Below are example commands to compile an application with support for SVE instructions using the GNU Toolchain:
For GCC, use the following command:
gcc -march=armv8-a+sve myapp.c -o myapp_c.out
For Fortran, use the following command:
gfortran -march=armv8-a+sve myapp.f90 -o myapp_f90.out
With GCC autovectorization is fully enabled with high-level -03 option or manually with the -ftree-vectorize flag. To disable autovectorization, use -fno-tree-vectorize compiler option.
Compare the disassembly of a simple program shown below with and without the use of autovectorization:
Note the use of double-word register d0, d1 instead of SVE registers z0.d and z1 when you disable vectorization.
If specifically targeting the 1st generation Arm AGI CPU, the -mcpu=armagicpu defintion was added in
GCC 16.1.0
. As of May 2026, this is the same as the -march=neoverse-v3ae option available from
GCC 15
onwards. However, in the future there may be differences between neoverse-v3ae and armagicpu.
As such, we recommend installing the latest version of GCC/G++ if you are targeting the Arm AGI CPU. Use the -mcpu=native flag if compiling on the target machine or -mcpu=armagicpu if cross compiling.
With GCC, the use of compiler option -fopt-info-vec returns which loops were vectorized.

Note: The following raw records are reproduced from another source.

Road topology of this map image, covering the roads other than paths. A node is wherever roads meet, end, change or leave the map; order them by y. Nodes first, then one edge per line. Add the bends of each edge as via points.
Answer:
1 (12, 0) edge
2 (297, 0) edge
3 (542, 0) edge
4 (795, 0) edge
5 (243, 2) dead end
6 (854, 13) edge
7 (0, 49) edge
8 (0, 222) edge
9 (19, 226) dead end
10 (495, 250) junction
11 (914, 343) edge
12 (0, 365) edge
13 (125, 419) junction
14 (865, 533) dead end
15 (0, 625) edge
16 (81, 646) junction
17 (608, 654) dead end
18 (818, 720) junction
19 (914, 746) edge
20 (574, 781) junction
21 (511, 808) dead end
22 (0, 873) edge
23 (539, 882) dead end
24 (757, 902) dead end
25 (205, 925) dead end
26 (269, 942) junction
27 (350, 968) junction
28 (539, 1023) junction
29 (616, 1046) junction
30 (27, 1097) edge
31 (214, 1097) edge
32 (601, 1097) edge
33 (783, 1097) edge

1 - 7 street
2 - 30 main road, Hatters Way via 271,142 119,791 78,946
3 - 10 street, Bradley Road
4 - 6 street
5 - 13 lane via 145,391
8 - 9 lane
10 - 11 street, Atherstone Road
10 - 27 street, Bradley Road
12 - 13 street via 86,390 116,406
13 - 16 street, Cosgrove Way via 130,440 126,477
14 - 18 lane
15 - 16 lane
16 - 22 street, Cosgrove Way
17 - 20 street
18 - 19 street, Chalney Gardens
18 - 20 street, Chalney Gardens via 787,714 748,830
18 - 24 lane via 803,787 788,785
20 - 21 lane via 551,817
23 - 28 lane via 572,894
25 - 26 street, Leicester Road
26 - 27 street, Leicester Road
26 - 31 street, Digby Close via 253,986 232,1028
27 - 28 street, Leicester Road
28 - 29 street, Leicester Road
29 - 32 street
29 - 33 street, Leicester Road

To return which loop failed to vectorize, use the -fopt-info-vec-missed compiler option.
In this example, the compiler reports the vectorization of loop line 3.

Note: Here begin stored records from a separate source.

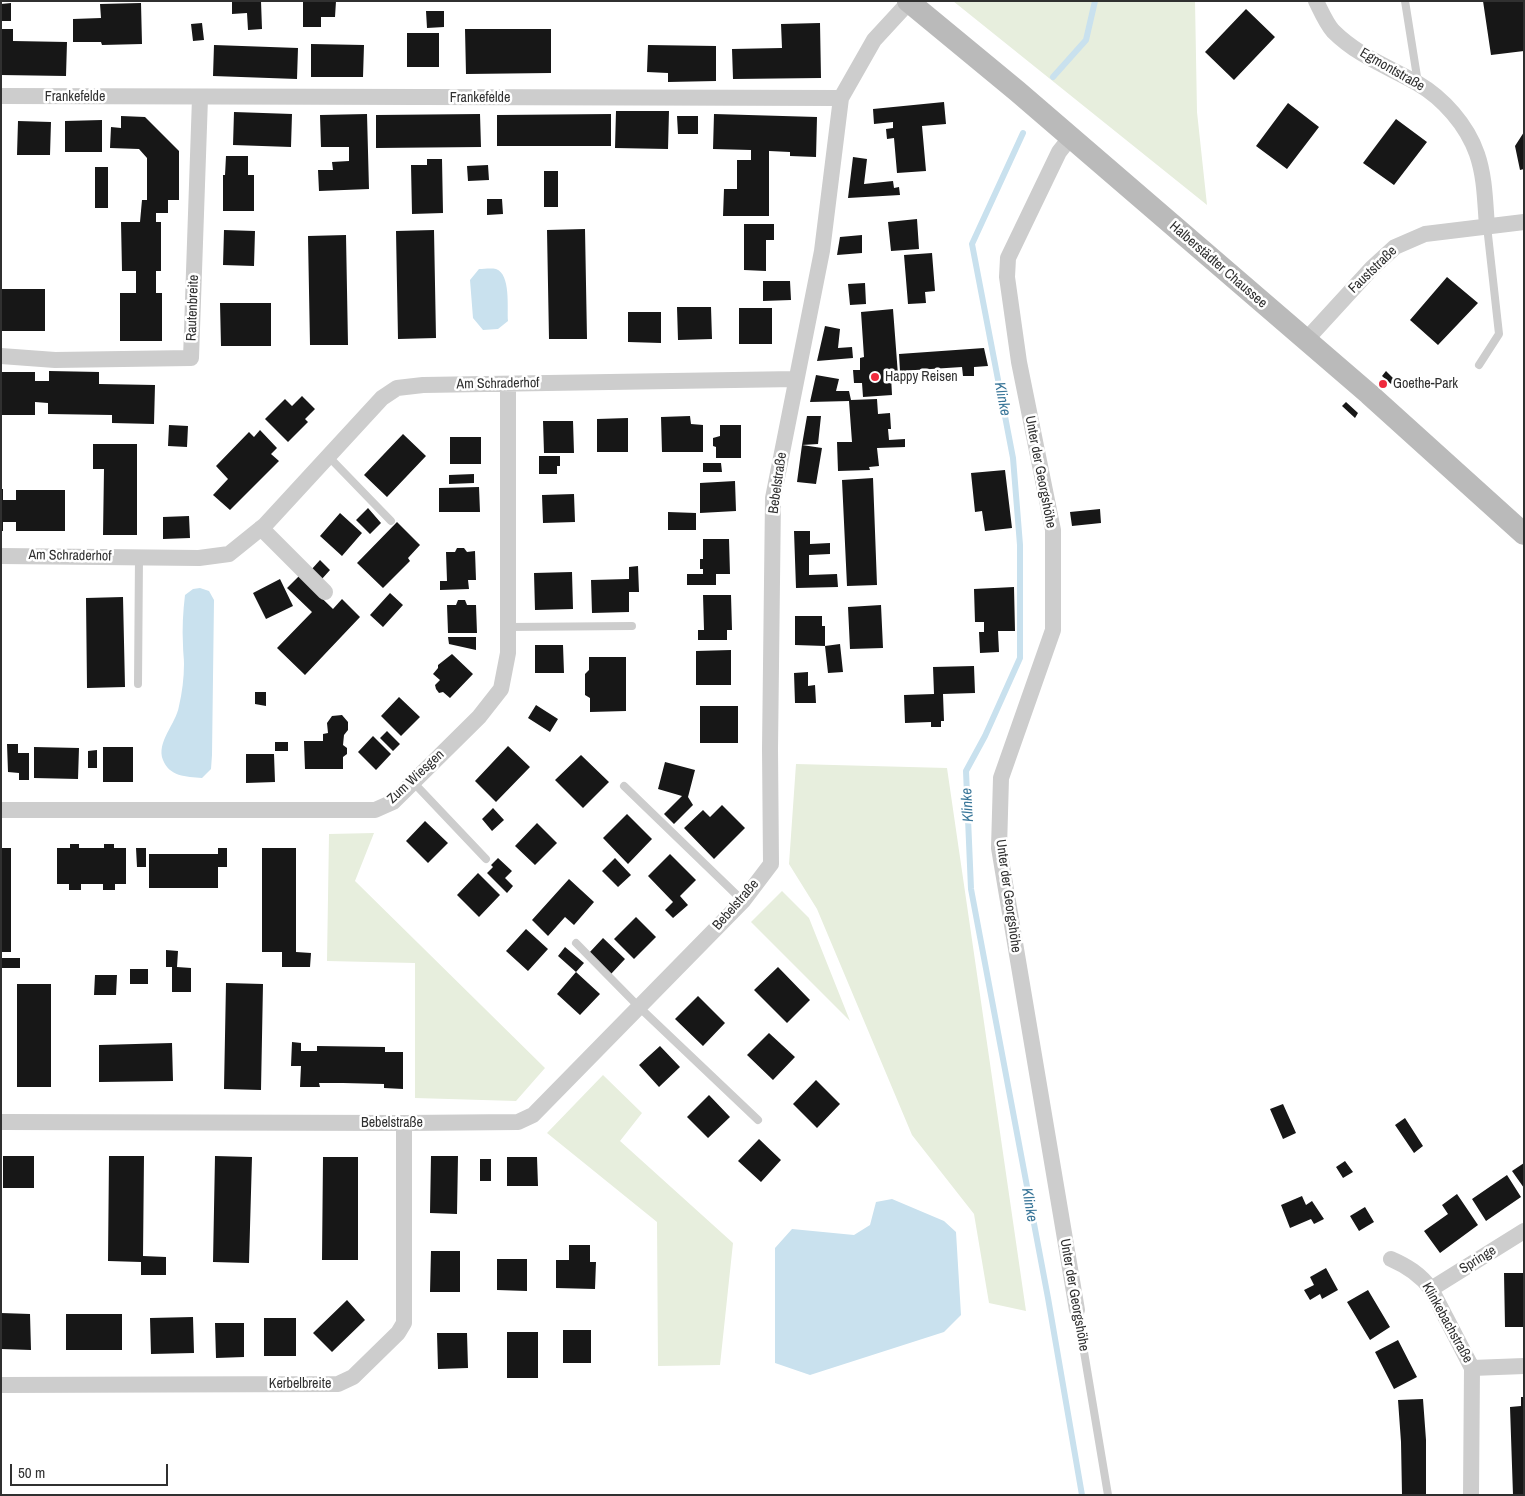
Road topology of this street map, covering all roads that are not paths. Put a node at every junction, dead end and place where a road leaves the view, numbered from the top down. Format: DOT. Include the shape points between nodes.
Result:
graph roads {
  1 [pos="1316,1"];
  2 [pos="1405,1"];
  3 [pos="909,2"];
  4 [pos="1418,83"];
  5 [pos="1,96"];
  6 [pos="200,98"];
  7 [pos="840,98"];
  8 [pos="1070,138"];
  9 [pos="1524,222"];
  10 [pos="1487,226"];
  11 [pos="1306,340"];
  12 [pos="1,356"];
  13 [pos="1479,365"];
  14 [pos="796,379"];
  15 [pos="508,384"];
  16 [pos="328,456"];
  17 [pos="390,521"];
  18 [pos="261,528"];
  19 [pos="1524,534"];
  20 [pos="1,556"];
  21 [pos="139,557"];
  22 [pos="325,592"];
  23 [pos="632,626"];
  24 [pos="509,628"];
  25 [pos="138,684"];
  26 [pos="413,782"];
  27 [pos="624,786"];
  28 [pos="1,810"];
  29 [pos="486,859"];
  30 [pos="743,901"];
  31 [pos="576,943"];
  32 [pos="639,1007"];
  33 [pos="758,1120"];
  34 [pos="1,1122"];
  35 [pos="404,1123"];
  36 [pos="1524,1231"];
  37 [pos="1391,1259"];
  38 [pos="1431,1289"];
  39 [pos="1077,1310"];
  40 [pos="1524,1366"];
  41 [pos="1472,1368"];
  42 [pos="1,1385"];
  43 [pos="1108,1495"];
  44 [pos="1471,1495"];
  1 -- 4 [label="street, Egmontstraße" via="1332,29 1348,43 1365,56"];
  2 -- 4 [label="lane"];
  3 -- 7 [label="street" via="874,40"];
  3 -- 8 [label="main road, Halberstädter Chaussee"];
  4 -- 10 [label="street, Egmontstraße" via="1450,110 1471,139 1482,172"];
  5 -- 6 [label="street, Frankefelde"];
  6 -- 7 [label="street, Frankefelde"];
  6 -- 12 [label="street, Rautenbreite" via="191,358 55,360"];
  7 -- 14 [label="street, Bebelstraße" via="822,251"];
  8 -- 11 [label="main road, Halberstädter Chaussee"];
  8 -- 39 [label="street, Unter der Georgshöhe" via="1008,258 1007,277 1019,362 1053,530 1053,630 1001,778 999,848"];
  9 -- 10 [label="street, Fauststraße"];
  10 -- 11 [label="street, Fauststraße" via="1424,234 1395,247"];
  10 -- 13 [label="lane" via="1499,334"];
  11 -- 19 [label="main road, Halberstädter Chaussee"];
  14 -- 15 [label="street, Am Schraderhof"];
  14 -- 30 [label="street, Bebelstraße" via="773,498 771,864"];
  15 -- 16 [label="street, Am Schraderhof" via="397,388 382,398"];
  15 -- 24 [label="street, Zum Wiesgen"];
  16 -- 17 [label="lane"];
  16 -- 18 [label="street, Am Schraderhof"];
  18 -- 21 [label="street, Am Schraderhof" via="229,554 199,558"];
  18 -- 22 [label="street"];
  20 -- 21 [label="street, Am Schraderhof"];
  21 -- 25 [label="lane"];
  23 -- 24 [label="lane"];
  24 -- 26 [label="street, Zum Wiesgen" via="508,653 500,689 479,717"];
  26 -- 28 [label="street, Zum Wiesgen" via="393,802 375,810"];
  26 -- 29 [label="lane"];
  27 -- 30 [label="lane"];
  30 -- 32 [label="street, Bebelstraße"];
  31 -- 32 [label="lane"];
  32 -- 33 [label="lane"];
  32 -- 35 [label="street, Bebelstraße" via="533,1115 518,1122"];
  34 -- 35 [label="street, Bebelstraße"];
  35 -- 42 [label="street, Kerbelbreite" via="404,1323 398,1333 353,1377 338,1384"];
  36 -- 38 [label="street, Springe"];
  37 -- 38 [label="street, Klinkebachstraße" via="1415,1272"];
  38 -- 41 [label="street, Klinkebachstraße"];
  39 -- 43 [label="lane, Unter der Georgshöhe"];
  40 -- 41 [label="street"];
  41 -- 44 [label="street, Klinkebachstraße"];
}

The Arm Performance Libraries include generic and target-specific SVE optimizations of common math operations used in HPC. To link your application with these libraries and GCC, use the predefined environment variables ARMPL_INCLUDES and ARMPL_LIBRARIES. The environment variables are set by the Arm Performance Libraries module files.

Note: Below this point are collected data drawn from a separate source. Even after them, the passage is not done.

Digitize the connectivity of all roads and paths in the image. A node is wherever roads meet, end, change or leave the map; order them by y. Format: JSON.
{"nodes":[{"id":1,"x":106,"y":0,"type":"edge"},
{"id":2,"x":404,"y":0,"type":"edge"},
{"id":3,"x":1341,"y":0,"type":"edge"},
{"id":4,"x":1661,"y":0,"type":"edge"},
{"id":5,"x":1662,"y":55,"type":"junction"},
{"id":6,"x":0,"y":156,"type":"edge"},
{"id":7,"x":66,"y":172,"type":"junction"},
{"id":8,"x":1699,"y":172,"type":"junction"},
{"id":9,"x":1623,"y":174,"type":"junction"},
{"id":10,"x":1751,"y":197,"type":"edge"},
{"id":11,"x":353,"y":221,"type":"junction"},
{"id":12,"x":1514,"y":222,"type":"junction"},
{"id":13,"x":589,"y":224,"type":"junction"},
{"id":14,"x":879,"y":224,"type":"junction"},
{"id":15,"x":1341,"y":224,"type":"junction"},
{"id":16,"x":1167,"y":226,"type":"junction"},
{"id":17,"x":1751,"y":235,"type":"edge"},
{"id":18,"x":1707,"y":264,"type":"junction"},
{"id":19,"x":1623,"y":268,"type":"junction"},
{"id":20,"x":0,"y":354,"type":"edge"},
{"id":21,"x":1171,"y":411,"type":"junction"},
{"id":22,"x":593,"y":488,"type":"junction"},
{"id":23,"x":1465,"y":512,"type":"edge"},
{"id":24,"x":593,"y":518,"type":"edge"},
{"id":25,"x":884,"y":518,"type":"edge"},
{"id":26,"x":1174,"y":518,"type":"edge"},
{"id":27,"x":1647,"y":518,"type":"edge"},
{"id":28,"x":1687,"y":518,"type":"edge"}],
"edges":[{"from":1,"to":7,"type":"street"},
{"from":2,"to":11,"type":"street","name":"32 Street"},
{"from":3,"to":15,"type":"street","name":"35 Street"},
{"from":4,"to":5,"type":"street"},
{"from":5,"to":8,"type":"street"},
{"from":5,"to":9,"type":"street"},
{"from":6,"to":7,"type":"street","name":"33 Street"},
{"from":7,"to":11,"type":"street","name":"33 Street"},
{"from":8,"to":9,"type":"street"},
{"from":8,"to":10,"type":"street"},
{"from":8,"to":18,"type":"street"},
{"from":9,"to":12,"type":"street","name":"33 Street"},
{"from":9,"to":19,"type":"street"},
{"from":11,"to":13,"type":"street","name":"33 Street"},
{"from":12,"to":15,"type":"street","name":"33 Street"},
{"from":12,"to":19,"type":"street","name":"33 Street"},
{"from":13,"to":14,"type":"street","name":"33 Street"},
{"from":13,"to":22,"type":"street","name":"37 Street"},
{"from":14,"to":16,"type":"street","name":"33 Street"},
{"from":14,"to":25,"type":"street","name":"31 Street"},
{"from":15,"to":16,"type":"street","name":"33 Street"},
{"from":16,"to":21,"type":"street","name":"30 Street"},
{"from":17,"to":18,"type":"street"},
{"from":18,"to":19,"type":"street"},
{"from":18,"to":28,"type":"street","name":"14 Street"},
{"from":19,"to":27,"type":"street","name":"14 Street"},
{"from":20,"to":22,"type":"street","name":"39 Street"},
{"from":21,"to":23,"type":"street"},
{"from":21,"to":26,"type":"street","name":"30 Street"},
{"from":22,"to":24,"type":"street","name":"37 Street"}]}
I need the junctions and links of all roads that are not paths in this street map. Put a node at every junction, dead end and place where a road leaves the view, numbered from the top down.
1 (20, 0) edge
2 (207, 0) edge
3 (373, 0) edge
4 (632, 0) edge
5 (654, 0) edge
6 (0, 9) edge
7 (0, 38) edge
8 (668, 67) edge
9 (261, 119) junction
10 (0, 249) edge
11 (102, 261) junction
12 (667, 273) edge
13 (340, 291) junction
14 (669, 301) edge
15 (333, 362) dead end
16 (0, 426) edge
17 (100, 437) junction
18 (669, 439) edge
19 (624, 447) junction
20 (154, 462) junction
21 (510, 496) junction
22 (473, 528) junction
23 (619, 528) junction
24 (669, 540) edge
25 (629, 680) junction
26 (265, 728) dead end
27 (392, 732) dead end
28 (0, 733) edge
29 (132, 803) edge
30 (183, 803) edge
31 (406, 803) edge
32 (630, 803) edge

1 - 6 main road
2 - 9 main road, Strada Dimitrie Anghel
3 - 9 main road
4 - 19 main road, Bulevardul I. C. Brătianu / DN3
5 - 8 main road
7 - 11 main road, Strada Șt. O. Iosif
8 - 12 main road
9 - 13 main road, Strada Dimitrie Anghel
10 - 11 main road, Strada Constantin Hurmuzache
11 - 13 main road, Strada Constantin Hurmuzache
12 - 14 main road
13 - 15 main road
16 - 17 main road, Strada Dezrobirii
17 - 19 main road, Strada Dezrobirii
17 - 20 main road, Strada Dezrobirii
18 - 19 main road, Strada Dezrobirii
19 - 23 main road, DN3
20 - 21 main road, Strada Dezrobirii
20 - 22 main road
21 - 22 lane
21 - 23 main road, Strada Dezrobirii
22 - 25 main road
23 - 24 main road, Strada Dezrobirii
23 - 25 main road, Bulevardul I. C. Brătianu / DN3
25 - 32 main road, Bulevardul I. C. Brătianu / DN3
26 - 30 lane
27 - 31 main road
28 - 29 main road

Refer to the Arm Performance Libraries install guide for more information.
gcc -O3 -march=armv8-a+sve -I $ARMPL_INCLUDES dgemm.c -o dgemm.out -L $ARMPL_LIBRARIES -larmpl
Shown below are example commands to compile an application with support for SVE instructions using Arm toolchain for Linux:
armclang -march=armv8-a+sve myapp.c -o myapp_c.out
armflang -march=armv8-a+sve myapp.f90 -o myapp_f90.out
If you are compiling for a SVE-capable target, you can use the -march=native compiler option. To target specific CPUs with SVE support, use the -mcpu option:
| CPU | Flag |
|---|---|
| Neoverse-N1 | -mcpu=neoverse-n1 |
| Neoverse-V1 | -mcpu=neoverse-v1 |
| Neoverse-V2 | -mcpu=neoverse-v2 |
| Neoverse-V3 | -mcpu=neoverse-v3 |
| Arm AGI CPU (first generation)* | -mcpu=neoverse-v3ae (as of ATfL 22.1.0) |
Support for the 1st generation Arm AGI CPU, based on the Neoverse V3-AE core, is expected to be added in LLVM version 23. Once available, ATfL is expected to support this target through the dedicated compiler option -mcpu=armagicpu.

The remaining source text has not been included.